2U, Inc. Undergoes Reverse Stock Split

  • 2U, Inc. executed a 30-for-1 reverse stock split to maintain its listing status on the Nasdaq Global Select Market.
  • The reverse stock split aimed to increase the per-share market price to regain compliance with Nasdaq's minimum bid price requirement.
  • Following the reverse stock split, TWOU's share price saw an increase of 3.36% to $0.2275, amidst ongoing market volatility and challenges in the online education sector.

On June 14, 2024, 2U, Inc. (NASDAQ:TWOU), a leading online education platform, underwent a significant change in its stock structure through a 30 for 1 reverse stock split. This financial maneuver adjusted the number of shares available to investors but did not alter the overall value of their investment in the company. This move is particularly noteworthy for those tracking the education technology sector, as it reflects the company's strategic efforts to navigate market challenges and maintain its listing status on a major stock exchange.

The decision for the reverse stock split came after approval from 2U's Board of Directors and was in line with the range approved by stockholders during the annual meeting on May 20, 2024. The reverse stock split took effect at 5 p.m., Eastern Time, on June 13, 2024, with the common stock beginning to trade on a post-split basis the following day. This adjustment was made under the same trading symbol "TWOU" but with a new CUSIP number, signaling a fresh start for the company's stock on the Nasdaq Global Select Market. The primary goal behind this move was to increase the per-share market price of the common stock, aiming to regain compliance with Nasdaq's minimum bid price requirement, which is crucial for the company's continued listing and investor confidence.

Following the reverse stock split, TWOU's share price saw an increase of 3.36% to $0.2275. This price movement occurred within a trading day that saw the stock fluctuate between a low of $0.21 and a high of $0.2288. Despite this positive uptick, it's important to note that the stock is still significantly down from its yearly high of $4.81, having recently touched its yearly low at $0.21. This volatility highlights the challenges faced by 2U in the competitive online education sector, where it strives to maintain its market position and shareholder value amidst fluctuating market conditions.
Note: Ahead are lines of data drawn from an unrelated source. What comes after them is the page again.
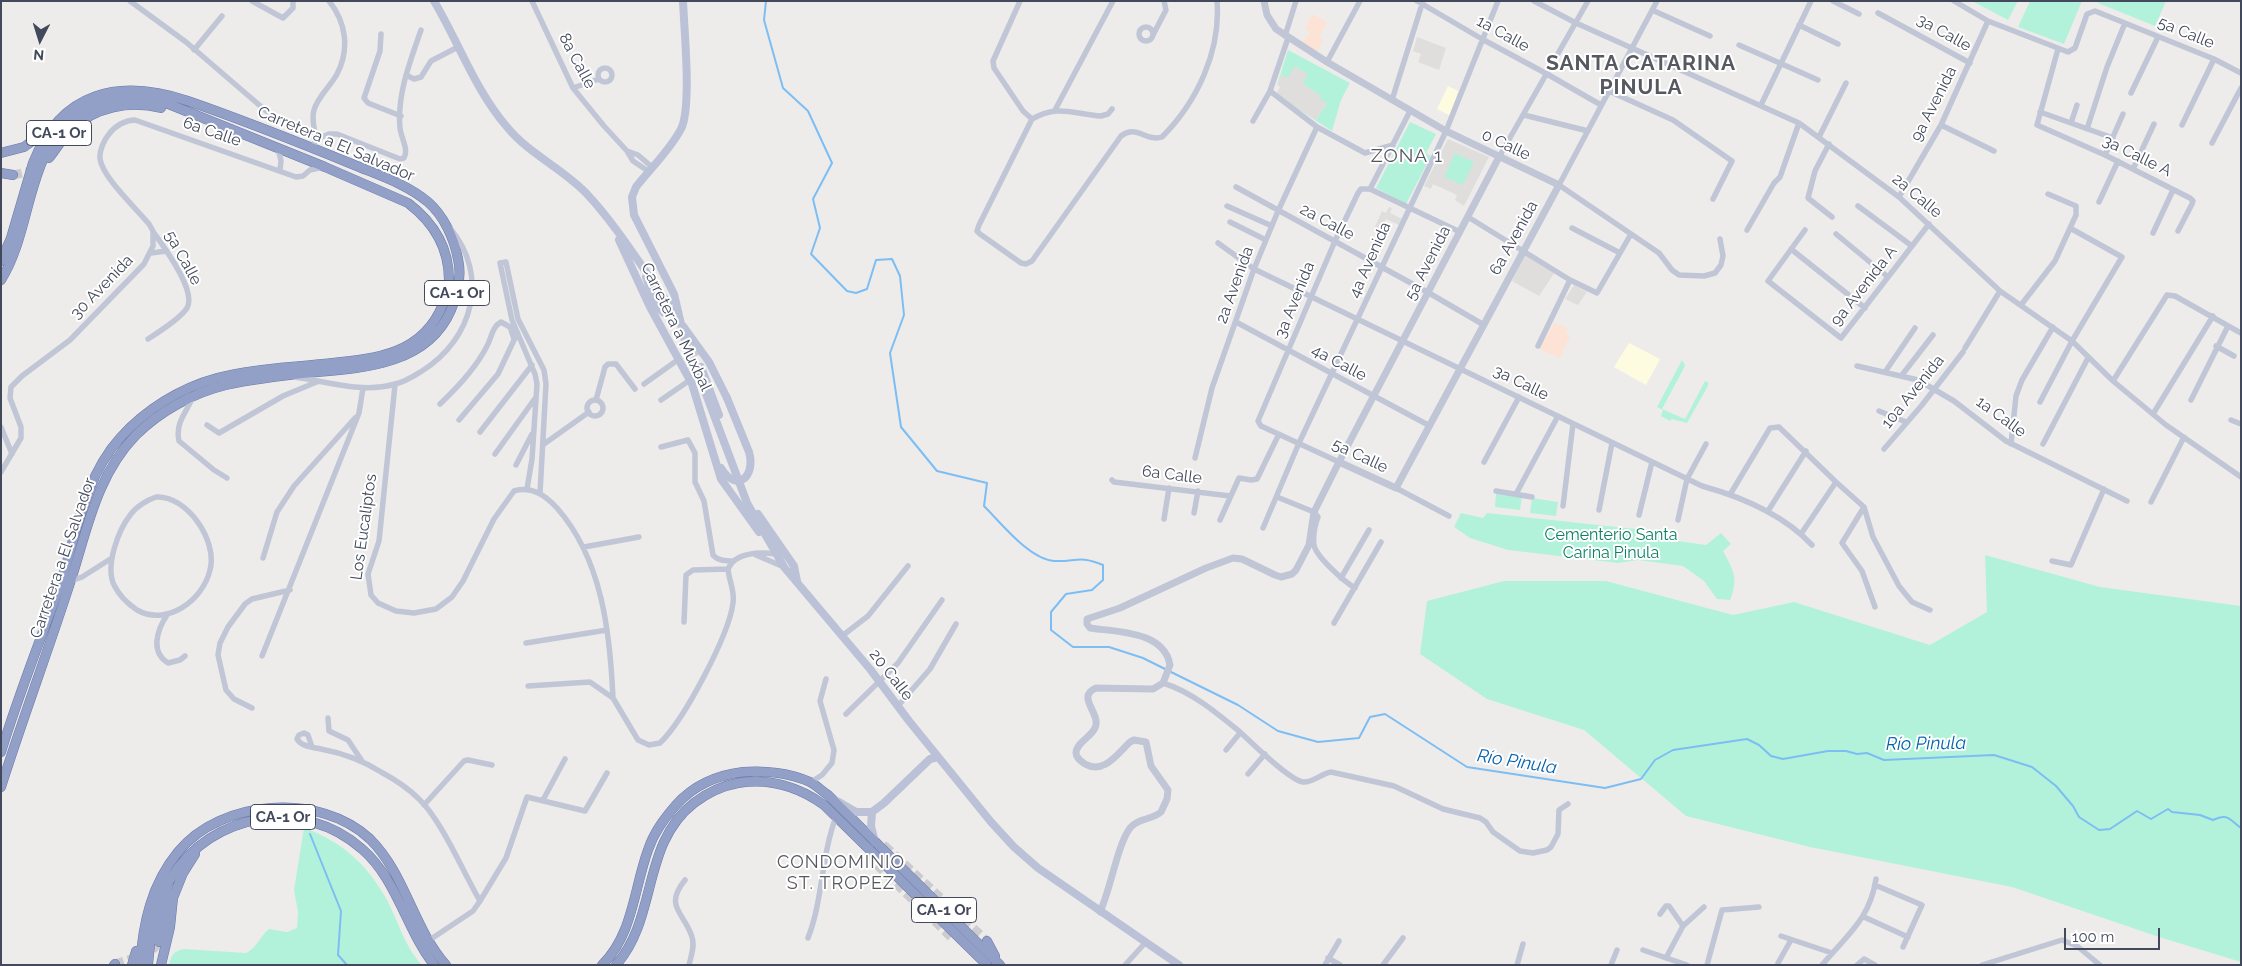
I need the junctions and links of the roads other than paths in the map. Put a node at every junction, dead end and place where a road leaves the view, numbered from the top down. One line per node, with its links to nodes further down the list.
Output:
1 (130, 1): 43 (street)
2 (252, 1): 3 (street)
3 (293, 1)
4 (329, 1): 85 (street)
5 (434, 1): 40 (main road, Carretera a Muxbal)
6 (532, 1): 54 (street, 8a Calle)
7 (683, 1): 99 (main road, 20 Calle)
8 (1020, 1): 71 (street)
9 (1114, 1): 64 (street)
10 (1164, 1): 33 (street)
11 (1217, 1): 71 (street)
12 (1264, 1): 36 (street, 0 Calle)
13 (1296, 1): 36 (street)
14 (1360, 1): 45 (street)
15 (1498, 1): 37 (street, 4a Avenida)
16 (1534, 1): 28 (street, 2a Calle)
17 (1588, 1): 28 (street, 5a Avenida)
18 (1657, 1): 23 (street, 6a Avenida)
19 (1811, 1): 30 (street)
20 (1833, 1): 25 (street)
21 (1954, 1): 27 (street)
22 (1421, 2): 37 (street, 1a Calle); 59 (street)
23 (1652, 10): 34 (street); 41 (street, 6a Avenida)
24 (1878, 13): 47 (street, 3a Calle)
25 (1858, 14)
26 (222, 16): 43 (street)
27 (1988, 21): 42 (street); 47 (street, 9a Avenida)
28 (1576, 23): 41 (street, 2a Calle); 49 (street, 5a Avenida)
29 (2125, 23): 35 (street, 5a Calle); 42 (street, 5a Calle); 80 (street)
30 (1799, 25): 38 (street); 46 (street)
31 (421, 30): 50 (street)
32 (382, 34): 69 (street)
33 (1152, 36)
34 (1710, 36)
35 (2158, 36): 44 (street, 5a Calle); 58 (street)
36 (1286, 37): 45 (street, 0 Calle); 56 (street)
37 (1482, 40): 49 (street, 1a Calle); 81 (street, 4a Avenida)
38 (1838, 44)
39 (1739, 45): 46 (street)
40 (458, 47): 50 (street); 123 (main road, Carretera a Muxbal)
41 (1633, 48): 57 (street, 6a Avenida); 60 (street, 2a Calle)
42 (2058, 49): 66 (street)
43 (194, 50): 85 (street)
44 (2214, 59): 48 (street, 5a Calle); 77 (street)
45 (1326, 62): 59 (street, 0 Calle)
46 (1781, 63): 52 (street); 60 (street)
47 (1970, 63): 76 (street, 9a Avenida)
48 (2241, 73)
49 (1547, 74): 62 (street, 1a Calle); 68 (street, 5a Avenida)
50 (406, 75): 69 (street)
51 (599, 79): 54 (street)
52 (1818, 80)
53 (1846, 83): 83 (street)
54 (573, 88): 99 (street, 8a Calle)
55 (2241, 88): 86 (street)
56 (1270, 91): 72 (street); 79 (street)
57 (1609, 91): 62 (street, 6a Avenida); 109 (street)
58 (2131, 93)
59 (1392, 100): 65 (street, 0 Calle)
60 (1761, 105): 73 (street, 2a Calle)
61 (2077, 105): 74 (street)
62 (1601, 106): 82 (street, 6a Avenida)
63 (1112, 109): 64 (street)
64 (1056, 110): 71 (street)
65 (1410, 111): 81 (street, 0 Calle); 88 (street)
66 (2040, 112): 74 (street); 93 (street, 3a Calle A)
67 (2123, 114): 84 (street)
68 (1524, 115): 82 (street); 94 (street, 5a Avenida)
69 (401, 116): 85 (street)
70 (203, 118): 89 (highway, Carretera a El Salvador / CA-1 Or); 95 (highway); 147 (highway, Carretera a El Salvador / CA-1 Or)
71 (1032, 119)
72 (1253, 121)
73 (1799, 123): 83 (street, 2a Calle); 124 (street)
74 (2071, 123): 80 (street)
75 (2154, 124): 98 (street)
76 (1941, 125): 91 (street); 108 (street, 9a Avenida)
77 (2182, 125)
78 (54, 126): 90 (highway, Carretera a El Salvador / CA-1 Or); 92 (highway); 142 (highway, Carretera a El Salvador / CA-1 Or)
79 (1317, 127): 88 (street); 115 (street, 2a Avenida)
80 (2087, 129): 84 (street)
81 (1446, 131): 94 (street, 0 Calle); 113 (street, 4a Avenida)
82 (1588, 131): 103 (street, 6a Avenida)
83 (1819, 137): 87 (street, 2a Calle)
84 (2113, 138): 93 (street)
85 (317, 139): 90 (street)
86 (2212, 143)
87 (1829, 144): 108 (street, 2a Calle); 117 (street)
88 (1393, 145): 105 (street)
89 (278, 148): 97 (highway, Carretera a El Salvador / CA-1 Or); 100 (street)
90 (314, 148): 114 (highway, Carretera a El Salvador / CA-1 Or)
91 (1994, 152)
92 (1, 153)
93 (2105, 155): 96 (street, 3a Calle A)
94 (1500, 157): 103 (street, 0 Calle); 116 (street, 5a Avenida)
95 (49, 158)
96 (2118, 161): 98 (street, 3a Calle A); 110 (street)
97 (325, 167): 100 (street, 6a Calle); 313 (highway, Carretera a El Salvador / CA-1 Or)
98 (2133, 168): 106 (street, 3a Calle A)
99 (650, 169): 155 (main road, 20 Calle)
100 (280, 170): 126 (street, 6a Calle)
101 (1, 173): 102 (highway)
102 (13, 175)
103 (1559, 185): 130 (street, 0 Calle); 138 (street, 6a Avenida)
104 (1236, 187): 115 (street, 2a Calle)
105 (1370, 189): 113 (street); 134 (street, 3a Avenida)
106 (2173, 190): 127 (street, 3a Calle A); 129 (street)
107 (2048, 194): 122 (street)
108 (1899, 197): 119 (street, 2a Calle)
109 (1713, 199)
110 (2099, 202)
111 (1227, 206): 120 (street)
112 (1858, 206): 136 (street)
113 (1408, 208): 128 (street); 144 (street, 4a Avenida)
114 (436, 211): 185 (highway, Carretera a El Salvador / CA-1 Or); 189 (street)
115 (1278, 211): 120 (street, 2a Avenida); 134 (street, 2a Calle)
116 (1468, 217): 128 (street, 5a Avenida); 138 (street)
117 (1832, 217)
118 (1230, 222): 133 (street)
119 (1929, 224): 136 (street, 9a Avenida A); 149 (street, 2a Calle)
120 (1272, 226): 133 (street, 2a Avenida)
121 (1572, 228): 141 (street)
122 (2070, 228): 153 (street); 169 (street)
123 (615, 229): 143 (main road, Carretera a Muxbal); 177 (main road, Carretera a Muxbal)
124 (1747, 230)
125 (1805, 230): 137 (street)
126 (153, 231): 139 (street, 5a Calle); 140 (street, 30 Avenida)
127 (2178, 231)
128 (1460, 232): 150 (street, 5a Avenida)
129 (2153, 233)
130 (1631, 234): 132 (street, 0 Calle); 141 (street)
131 (1836, 234): 146 (street)
132 (1720, 239)
133 (1266, 240): 145 (street, 2a Avenida)
134 (1335, 241): 144 (street, 2a Calle); 151 (street, 3a Avenida)
135 (1218, 243): 145 (street, 3a Calle)
136 (1912, 246): 146 (street, 9a Avenida A)
137 (1791, 249): 154 (street); 154 (street, 9a Avenida A)
138 (1523, 250): 148 (street); 160 (street, 6a Avenida)
139 (166, 251): 140 (street); 167 (street, 5a Calle)
140 (151, 253): 230 (street, 30 Avenida)
141 (1620, 253): 148 (street)
142 (1, 262)
143 (642, 265): 152 (main road, Carretera a Muxbal); 155 (main road, bridge)
144 (1382, 267): 150 (street, 2a Calle); 157 (street, 4a Avenida)
145 (1254, 269): 151 (street, 3a Calle); 158 (street, 2a Avenida)
146 (1888, 277): 154 (street, 9a Avenida A)
147 (1, 280)
148 (1570, 280): 170 (street)
149 (2000, 291): 153 (street, 2a Calle); 192 (street, 10a Avenida)
150 (1430, 292): 160 (street, 2a Calle); 168 (street, 5a Avenida)
151 (1311, 297): 157 (street, 3a Calle); 173 (street, 3a Avenida)
152 (666, 300)
153 (2021, 305): 162 (street, 2a Calle)
154 (1865, 308)
155 (677, 309): 159 (main road, 20 Calle)
156 (2213, 316): 161 (street); 187 (street); 206 (street)
157 (1358, 319): 168 (street, 3a Calle); 183 (street, 4a Avenida)
158 (1236, 322): 173 (street, 4a Calle); 232 (street, 2a Avenida)
159 (682, 324): 188 (main road, bridge); 272 (main road, 20 Calle)
160 (1484, 325): 181 (street, 6a Avenida)
161 (2228, 326): 164 (street); 171 (street)
162 (2053, 327): 169 (street, 2a Calle); 225 (street)
163 (1914, 328): 182 (street)
164 (2241, 333)
165 (1933, 335): 184 (street)
166 (516, 336): 172 (street); 174 (street); 201 (street); 208 (street)
167 (148, 339)
168 (1402, 341): 181 (street, 3a Calle); 195 (street, 5a Avenida)
169 (2072, 341): 176 (street, 2a Calle); 200 (street)
170 (1538, 346)
171 (2216, 346): 175 (street); 199 (street)
172 (534, 351): 174 (street); 223 (street)
173 (1289, 352): 183 (street, 4a Calle); 211 (street, 3a Avenida)
174 (527, 354): 179 (street)
175 (2234, 356)
176 (2088, 358): 187 (street, 2a Calle); 226 (street)
177 (679, 359): 188 (main road, Carretera a Muxbal); 190 (street)
178 (697, 359): 287 (main road)
179 (532, 365): 194 (street); 218 (street)
180 (1857, 366): 182 (street, 1a Calle)
181 (1460, 369): 196 (street, 3a Calle); 215 (street, 6a Avenida)
182 (1885, 372): 184 (street, 1a Calle)
183 (1332, 375): 195 (street, 4a Calle); 221 (street, 4a Avenida)
184 (1902, 375): 192 (street, 1a Calle)
185 (282, 376): 186 (street); 202 (highway, Carretera a El Salvador / CA-1 Or)
186 (322, 380): 191 (street); 214 (street)
187 (2113, 381): 206 (street, 2a Calle)
188 (691, 382): 198 (street); 272 (main road, Carretera a Muxbal)
189 (395, 384): 191 (street); 245 (street, Los Eucaliptos)
190 (644, 384)
191 (363, 388): 205 (street)
192 (1934, 388): 210 (street, 10a Avenida); 225 (street, 1a Calle)
193 (635, 389): 197 (street)
194 (536, 396): 217 (street); 231 (street)
195 (1374, 397): 215 (street, 4a Calle); 233 (street, 5a Avenida)
196 (1519, 397): 207 (street, 3a Calle); 234 (street)
197 (596, 400): 203 (street); 203 (street)
198 (661, 400)
199 (2191, 400)
200 (2040, 402)
201 (440, 404)
202 (182, 408): 239 (street); 286 (highway, Carretera a El Salvador / CA-1 Or)
203 (589, 412): 223 (street)
204 (1880, 412): 210 (street)
205 (359, 413): 279 (street); 289 (street)
206 (2153, 414): 220 (street, 2a Calle)
207 (1558, 416): 212 (street, 3a Calle); 251 (street)
208 (459, 420)
209 (2231, 420): 213 (street)
210 (1906, 422): 228 (street, 10a Avenida)
211 (1259, 424): 219 (street, 5a Calle)
212 (1573, 424): 222 (street, 3a Calle); 257 (street)
213 (2241, 424)
214 (207, 425)
215 (1430, 426): 244 (street, 6a Avenida)
216 (1, 427): 230 (street)
217 (534, 431): 236 (street); 245 (street)
218 (480, 432)
219 (1279, 434): 221 (street, 5a Calle); 252 (street)
220 (2184, 437): 238 (street, 2a Calle); 256 (street)
221 (1299, 443): 233 (street, 5a Calle); 253 (street, 4a Avenida)
222 (1612, 443): 235 (street, 3a Calle); 259 (street)
223 (544, 444): 249 (street)
224 (1706, 444): 240 (street)
225 (2011, 444): 246 (street, 1a Calle)
226 (2043, 444)
227 (661, 447): 280 (street)
228 (1884, 449)
229 (1806, 451): 242 (street); 250 (street); 260 (street)
230 (12, 454): 237 (street, 30 Avenida)
231 (495, 454)
232 (1195, 458)
233 (1339, 462): 244 (street, 5a Calle); 261 (street, 5a Avenida)
234 (1484, 462)
235 (1652, 462): 240 (street, 3a Calle); 263 (street)
236 (516, 465)
237 (1, 472)
238 (2240, 475)
239 (227, 478)
240 (1688, 479): 250 (street, 3a Calle); 267 (street)
241 (1112, 480): 243 (street, 6a Calle)
242 (1836, 482): 258 (street); 270 (street)
243 (1169, 488): 248 (street, 6a Calle); 265 (street)
244 (1396, 488): 264 (street, 5a Calle)
245 (527, 489): 249 (street)
246 (2104, 489): 255 (street, 1a Calle); 281 (street)
247 (1496, 491): 251 (street)
248 (1198, 492): 252 (street, 6a Calle); 262 (street)
249 (540, 493): 275 (street)
250 (1731, 493): 260 (street, 3a Calle)
251 (1516, 494): 254 (street)
252 (1230, 496): 266 (street)
253 (1277, 497): 261 (street); 268 (street, 4a Avenida)
254 (1532, 497)
255 (2127, 501)
256 (2151, 502)
257 (1563, 506)
258 (1864, 507): 291 (street); 292 (street)
259 (1599, 510)
260 (1768, 511): 270 (street, 3a Calle)
261 (1314, 512): 285 (street); 303 (street, 5a Avenida)
262 (1194, 513)
263 (1639, 515)
264 (1449, 516)
265 (1164, 519)
266 (1220, 520)
267 (1678, 520)
268 (1263, 528)
269 (1369, 530): 285 (street)
270 (1801, 534): 274 (street, 3a Calle)
271 (639, 537): 275 (street)
272 (768, 540): 277 (main road, 20 Calle)
273 (1381, 542): 288 (street)
274 (1812, 545)
275 (584, 547): 297 (street)
276 (754, 554): 277 (street); 280 (street); 283 (street)
277 (775, 554): 283 (main road, 20 Calle)
278 (112, 558): 286 (street); 293 (street); 293 (street)
279 (263, 558)
280 (734, 560): 284 (street)
281 (2052, 561)
282 (908, 566): 298 (street)
283 (784, 567): 287 (main road, 20 Calle)
284 (728, 569): 294 (street); 306 (street)
285 (1341, 578): 288 (street)
286 (71, 581): 324 (highway, Carretera a El Salvador / CA-1 Or)
287 (797, 583): 298 (main road, 20 Calle)
288 (1355, 588): 295 (street)
289 (290, 590): 301 (street); 308 (street)
290 (942, 600): 304 (street)
291 (1875, 606)
292 (1930, 610)
293 (167, 615): 300 (street)
294 (684, 622)
295 (1334, 623)
296 (956, 624): 307 (street)
297 (607, 630): 299 (street); 306 (street)
298 (842, 636): 304 (main road, 20 Calle)
299 (526, 643)
300 (185, 656)
301 (262, 656)
302 (826, 679): 323 (street)
303 (1164, 680): 311 (street); 339 (street)
304 (878, 681): 307 (main road, 20 Calle); 309 (street)
305 (528, 686): 306 (street)
306 (613, 698)
307 (898, 706): 314 (main road, 20 Calle)
308 (252, 708)
309 (846, 714)
310 (328, 718): 319 (street)
311 (1240, 733): 315 (street); 316 (street)
312 (312, 747): 319 (street)
313 (2, 748)
314 (930, 748): 317 (main road, 20 Calle); 329 (main road)
315 (1226, 750)
316 (1265, 754): 322 (street); 327 (street)
317 (938, 757): 329 (main road); 339 (main road, 20 Calle)
318 (565, 759): 326 (street)
319 (362, 761): 328 (street)
320 (492, 765): 328 (street)
321 (607, 773): 326 (street)
322 (1248, 774)
323 (811, 782): 325 (highway, CA-1 Or); 369 (highway, CA-1 Or)
324 (1, 787)
325 (828, 795): 330 (main road); 332 (highway, CA-1 Or)
326 (543, 800): 336 (street)
327 (1568, 804)
328 (424, 805): 336 (street)
329 (879, 805): 330 (main road)
330 (872, 812): 332 (main road)
331 (836, 817): 347 (street); 370 (highway, CA-1 Or); 373 (highway, CA-1 Or)
332 (875, 842): 374 (highway, CA-1 Or)
333 (203, 843): 334 (highway, CA-1 Or); 366 (highway); 367 (highway, CA-1 Or)
334 (170, 878): 353 (highway); 365 (highway, CA-1 Or)
335 (685, 880): 371 (street)
336 (480, 900): 350 (street)
337 (1704, 907): 343 (street)
338 (1759, 907): 383 (street)
339 (1100, 912): 354 (main road, 20 Calle)
340 (1660, 914): 343 (street)
341 (146, 915): 350 (highway, CA-1 Or); 363 (highway); 364 (highway, CA-1 Or)
342 (1864, 917): 346 (street); 346 (street); 359 (street)
343 (1683, 926): 361 (street)
344 (1781, 936): 349 (street)
345 (951, 937): 372 (highway)
346 (1908, 937): 356 (street)
347 (808, 938)
348 (1403, 938): 379 (street)
349 (1791, 940): 359 (street); 362 (street)
350 (428, 941): 368 (highway, CA-1 Or)
351 (987, 941): 374 (highway)
352 (1339, 941): 360 (street)
353 (159, 942)
354 (1146, 942): 375 (street); 376 (main road, 20 Calle)
355 (1523, 944): 380 (street)
356 (1903, 947)
357 (1617, 950): 381 (street)
358 (1644, 950): 361 (street)
359 (1832, 953): 384 (street)
360 (1328, 958): 377 (street); 378 (street)
361 (1666, 958): 382 (street)
362 (1778, 964)
363 (132, 965)
364 (140, 965)
365 (148, 965)
366 (161, 965)
367 (434, 965)
368 (446, 965)
369 (602, 965)
370 (616, 965)
371 (689, 965)
372 (979, 965)
373 (987, 965)
374 (1000, 965)
375 (1125, 965)
376 (1179, 965)
377 (1325, 965)
378 (1340, 965)
379 (1383, 965)
380 (1517, 965)
381 (1611, 965)
382 (1687, 965)
383 (1707, 965)
384 (1822, 965)
385 (1857, 965): 386 (street)
386 (1875, 965)
387 (1982, 965): 388 (street)
388 (2100, 965)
The company's market capitalization, standing at approximately $19.15 million, along with a trading volume of over 2.01 million shares, underscores the scale of 2U's operations and its significance in the online education market. These figures reflect the company's current financial health and market perception, which are critical for investors and stakeholders monitoring its progress post-reverse stock split. Through this strategic financial adjustment, 2U aims to stabilize its stock performance and strengthen its compliance with Nasdaq's listing requirements, marking a pivotal step in its ongoing efforts to enhance shareholder value and secure its position in the competitive landscape of online education providers.

Symbol Price %chg
215200.KQ 52100 0
019680.KS 2295 0
019685.KS 1360 0
096240.KS 16780 0
TWOU Ratings Summary
TWOU Quant Ranking
Related Analysis

Analysts React to Leadership Transitions at 2U

Shares of 2U, Inc. (NASDAQ:TWOU) fell 4% intra-day today following the announcement that Paul Lalljie, the current Chief Financial Officer, will replace Christopher Paucek as Chief Executive Officer. Matt Norden, the Chief Legal Officer, will take over as CFO.

Analysts described the leadership change as sudden but not entirely unexpected, considering the company's recent challenges. KeyBanc analysts expressed surprise at Paucek's departure, citing his long tenure with 2U. However, they acknowledged the company's significant growth decline, increased focus on near-term debt obligations, and continued share price drop. The analysts view the appointment of Lalljie as CEO as a strategic move by 2U, aimed at enhancing operational efficiency and driving profitable growth.

Morgan Stanley analysts also weighed in on the executive shake-up. They noted that, despite the abruptness, the change was not surprising given 2U's ongoing struggles with growth and profitability. They specifically referenced challenges that have arisen since the company's acquisition of edX, an online learning platform. This leadership transition seems to be a response to these broader issues faced by 2U.

2U, Inc. Shares Dropped 48% on Disappointing Q4 Results and 2022 Outlook

2U, Inc. (NASDAQ:TWOU) shares dropped 48% Thursday afternoon following the company’s disappointing Q4 results and worse-than-expected 2022 guidance.

Analysts at Berenberg Bank downgraded the company to hold from buy, lowering their price target to $17 from $40. While the analysts are positive on the business longer term, they move to the sidelines due to disappointing 2022 guidance, weak enrollment data, lack of catalysts ahead, and management’s commentary that the business will not be cash flow positive until the back half of 2023.

Below are the main points highlighted by the company’s management during the earnings call:

(1) The launch cadence in 2022 is weaker than expected as some programs are delayed until 2023.

(2) The AC segment enrollment trends continue to be burdened by elevated costs per lead.

(3) The company will not be profitable on an unlevered FCF basis until the second half of 2023.

(4) The business is expected to grow at around 12% CAGR until 2025.